> **Problem to work on**: Pick out each line below containing "Elms".

> **Record extracts**:
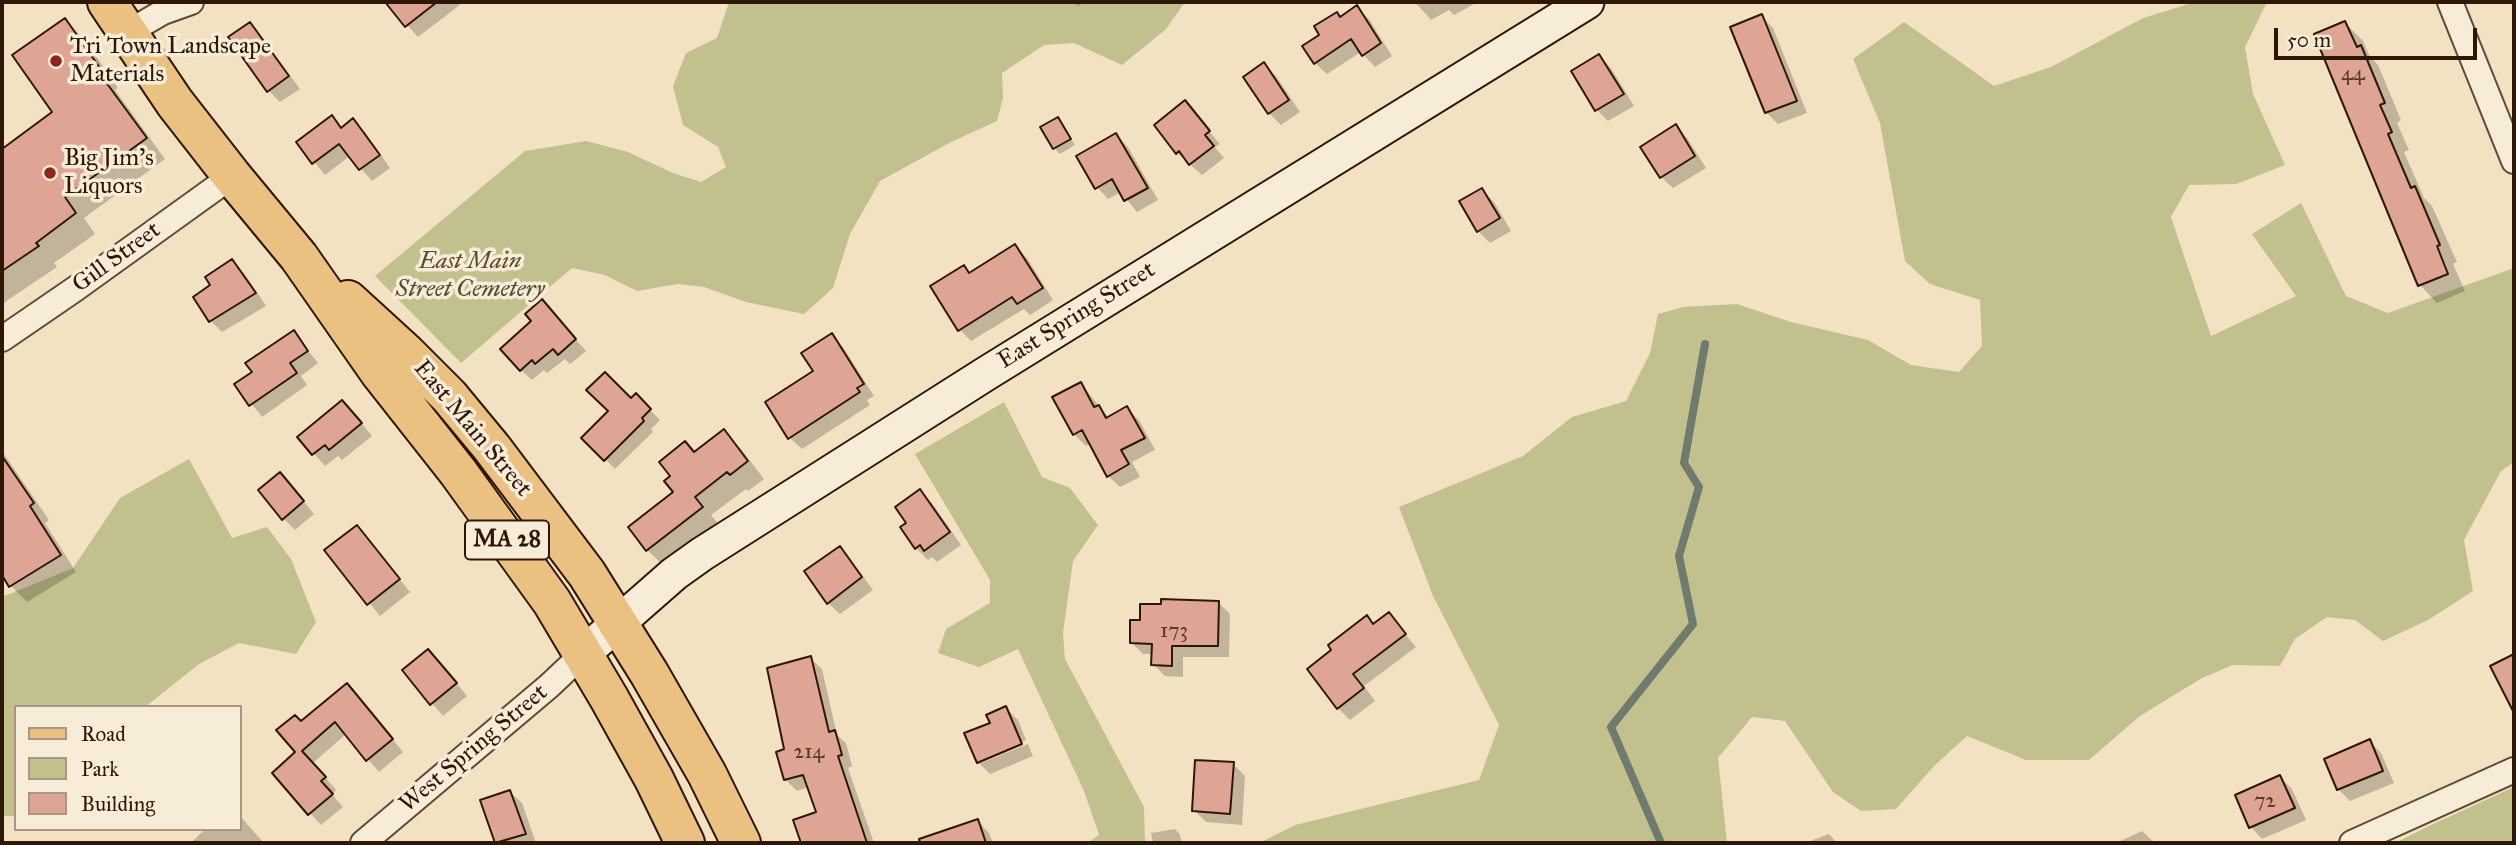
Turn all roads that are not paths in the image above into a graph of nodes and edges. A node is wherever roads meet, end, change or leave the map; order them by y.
1 (107, 2) edge
2 (191, 2) edge
3 (1587, 2) edge
4 (2450, 2) edge
5 (127, 33) junction
6 (2514, 161) edge
7 (232, 176) junction
8 (299, 257) junction
9 (2, 339) edge
10 (619, 623) junction
11 (584, 653) junction
12 (2514, 770) edge
13 (363, 843) edge
14 (685, 843) edge
15 (741, 843) edge
16 (2352, 843) edge

1 - 5 main road, East Main Street / MA 28
2 - 5 street
3 - 10 main road, East Spring Street
4 - 6 street
5 - 7 main road, East Main Street / MA 28
7 - 8 main road, East Main Street / MA 28
7 - 9 street, Gill Street
8 - 10 main road, East Main Street / MA 28
8 - 11 main road, East Main Street / MA 28
10 - 11 main road, East Spring Street
10 - 15 main road, East Main Street / MA 28
11 - 13 street, West Spring Street
11 - 14 main road, East Main Street / MA 28
12 - 16 street

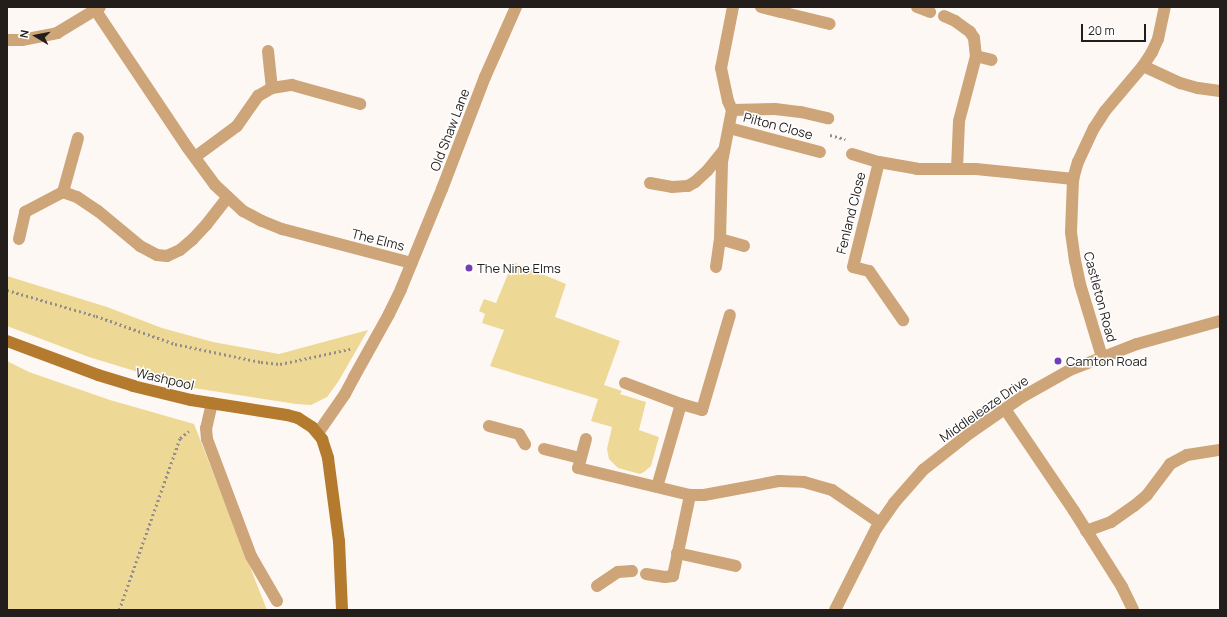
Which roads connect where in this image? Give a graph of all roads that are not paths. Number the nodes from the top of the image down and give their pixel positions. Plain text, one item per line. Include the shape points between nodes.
1 (516, 7) edge
2 (733, 7) edge
3 (761, 7) edge
4 (917, 7) edge
5 (1165, 7) edge
6 (98, 9) edge
7 (786, 10) edge
8 (930, 12) dead end
9 (944, 16) dead end
10 (830, 24) dead end
11 (7, 40) edge
12 (268, 51) dead end
13 (976, 56) junction
14 (992, 60) dead end
15 (1144, 66) junction
16 (272, 88) junction
17 (1220, 91) edge
18 (360, 104) dead end
19 (732, 110) junction
20 (828, 118) dead end
21 (728, 128) junction
22 (78, 138) dead end
23 (820, 152) dead end
24 (852, 154) dead end
25 (723, 156) junction
26 (195, 157) junction
27 (879, 162) junction
28 (957, 169) junction
29 (1073, 179) junction
30 (650, 183) dead end
31 (63, 192) junction
32 (227, 198) junction
33 (19, 239) dead end
34 (720, 239) junction
35 (744, 246) dead end
36 (412, 263) junction
37 (716, 267) dead end
38 (730, 315) dead end
39 (903, 320) dead end
40 (1220, 321) edge
41 (7, 341) edge
42 (1102, 357) junction
43 (625, 383) dead end
44 (212, 403) junction
45 (680, 404) junction
46 (1005, 409) junction
47 (489, 426) dead end
48 (318, 433) junction
49 (586, 439) dead end
50 (525, 444) dead end
51 (544, 449) dead end
52 (1220, 450) edge
53 (580, 458) junction
54 (657, 488) junction
55 (690, 495) junction
56 (880, 523) junction
57 (1086, 531) junction
58 (677, 553) junction
59 (736, 566) dead end
60 (632, 571) dead end
61 (646, 574) dead end
62 (598, 586) dead end
63 (276, 601) dead end
64 (342, 610) edge
65 (835, 610) edge
66 (1133, 610) edge

1 - 36 street, Old Shaw Lane
2 - 19 street, Pilton Close via 722,68 726,94
3 - 7 street
4 - 8 street
5 - 15 street, Castleton Road via 1158,39
6 - 11 street via 57,33 38,38
6 - 26 street, The Elms
7 - 10 street
9 - 13 street via 970,32 974,38
12 - 16 street
13 - 14 street
13 - 28 street via 959,121
15 - 17 street via 1180,83
15 - 29 street, Castleton Road via 1105,111 1094,128
16 - 18 street via 292,85
16 - 26 street via 258,96 237,126
19 - 20 street, Pilton Close via 775,109
19 - 21 street, Pilton Close
21 - 23 street, Pilton Close
21 - 25 street, Pilton Close
22 - 31 street
24 - 27 street, Fenland Close
25 - 30 street, Pilton Close via 688,186 672,187
25 - 34 street, Pilton Close
26 - 32 street, The Elms
27 - 28 street, Fenland Close via 917,169
27 - 39 street, Fenland Close via 853,267 869,271
28 - 29 street, Fenland Close
29 - 42 street, Castleton Road via 1071,232 1075,261
31 - 32 street via 77,197 98,211 140,246 157,255 167,256 192,240
31 - 33 street via 25,212
32 - 36 street, The Elms via 250,214 282,229
34 - 35 street
34 - 37 street, Pilton Close
36 - 48 street, The Elms via 390,314 345,394
38 - 45 street via 702,410
40 - 42 street, Middleleaze Drive via 1162,336
41 - 44 street, Washpool via 126,384
42 - 46 street, Middleleaze Drive via 1052,380
43 - 45 street
44 - 48 street, Washpool via 287,415 306,422
44 - 63 street via 206,428 207,439 251,556
45 - 54 street
46 - 56 street, Middleleaze Drive via 924,470 894,503
46 - 57 street
47 - 50 street via 519,434
48 - 64 street via 325,447 332,478 339,541
49 - 53 street
51 - 53 street
52 - 57 street via 1187,455 1170,464 1147,494 1134,506 1111,522
53 - 54 street via 578,468
54 - 55 street
55 - 56 street via 704,495 779,481 804,482 836,492
55 - 58 street
56 - 65 street, Middleleaze Drive
57 - 66 street via 1122,587
58 - 59 street
58 - 61 street via 673,576
60 - 62 street via 618,572

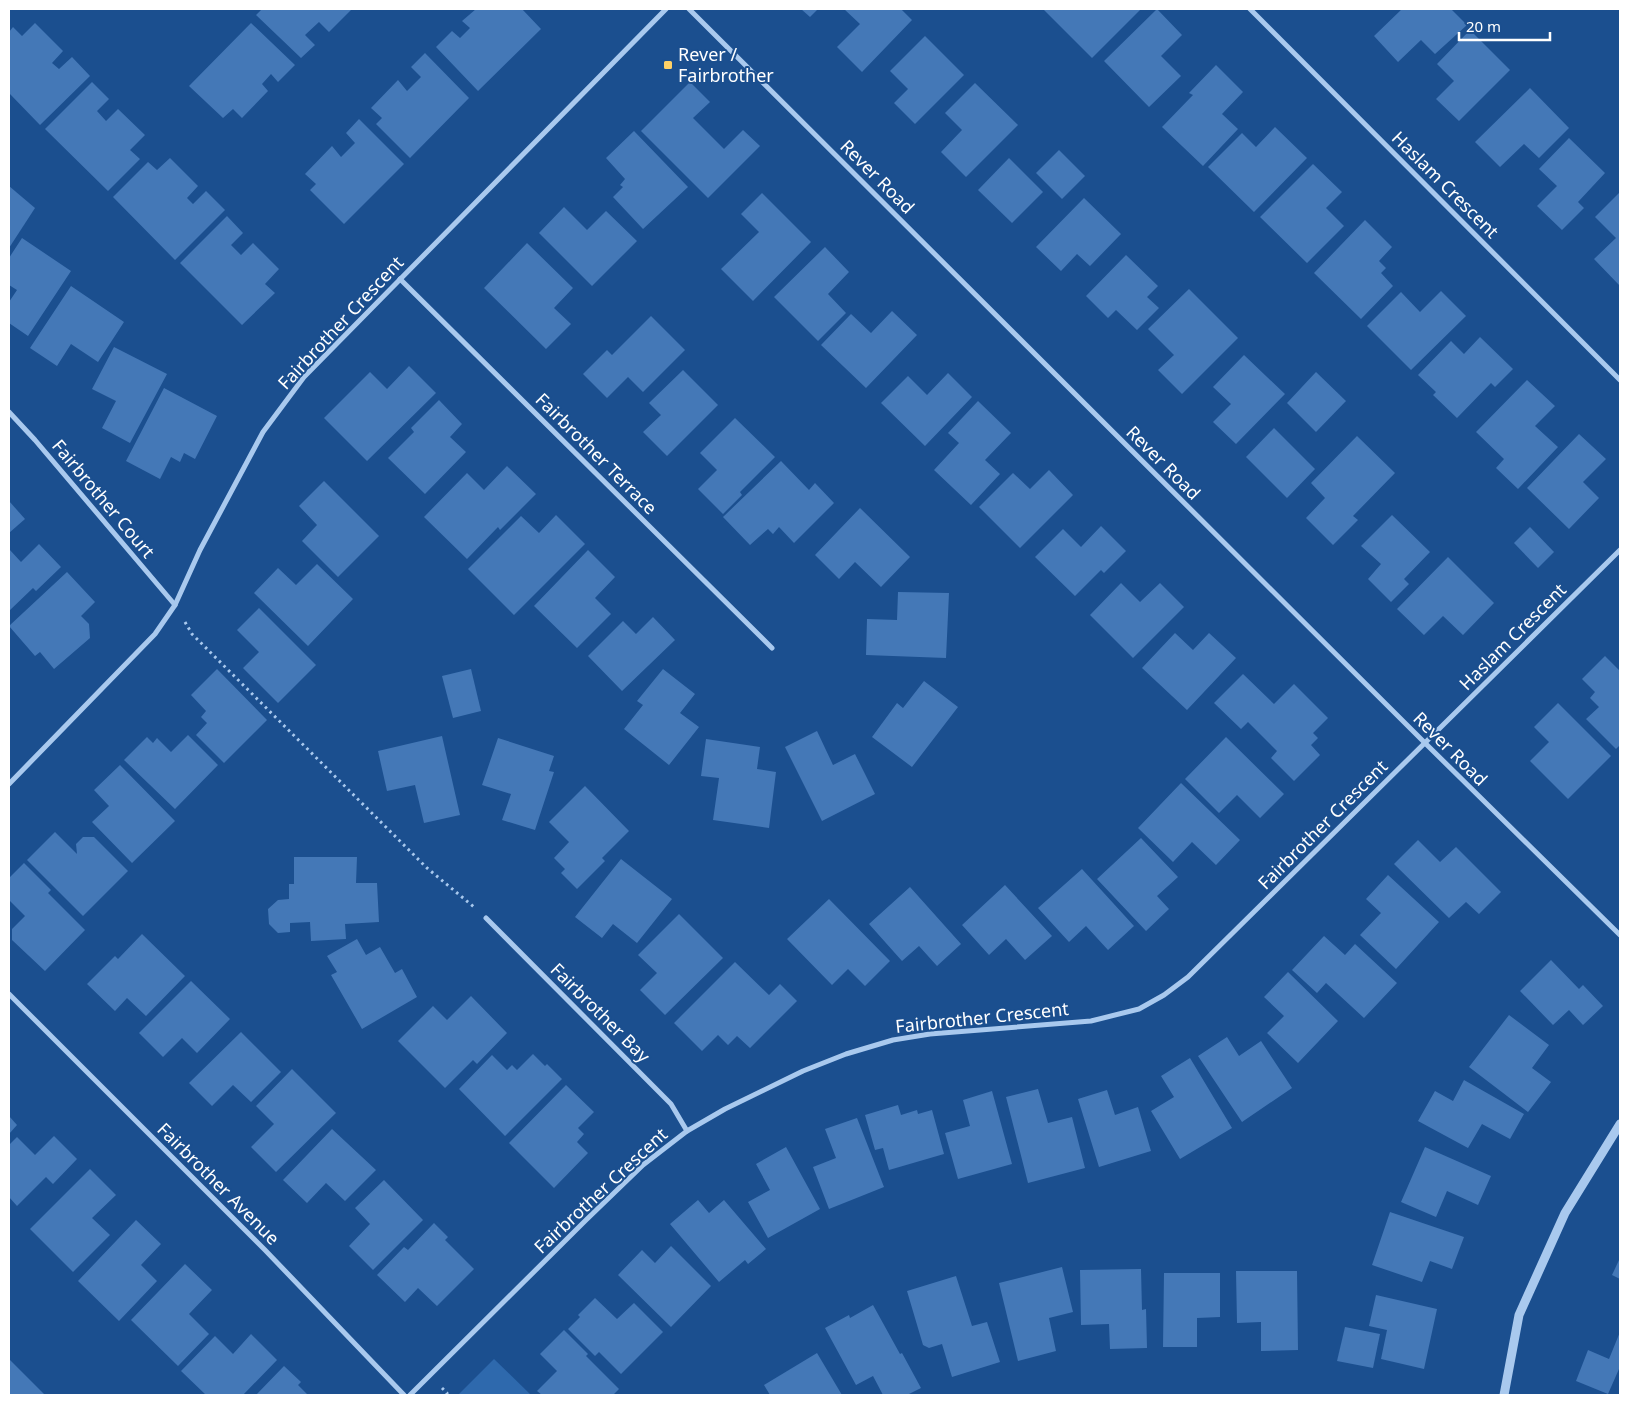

> **Response**:
6 - 26 street, The Elms
26 - 32 street, The Elms
32 - 36 street, The Elms via 250,214 282,229
36 - 48 street, The Elms via 390,314 345,394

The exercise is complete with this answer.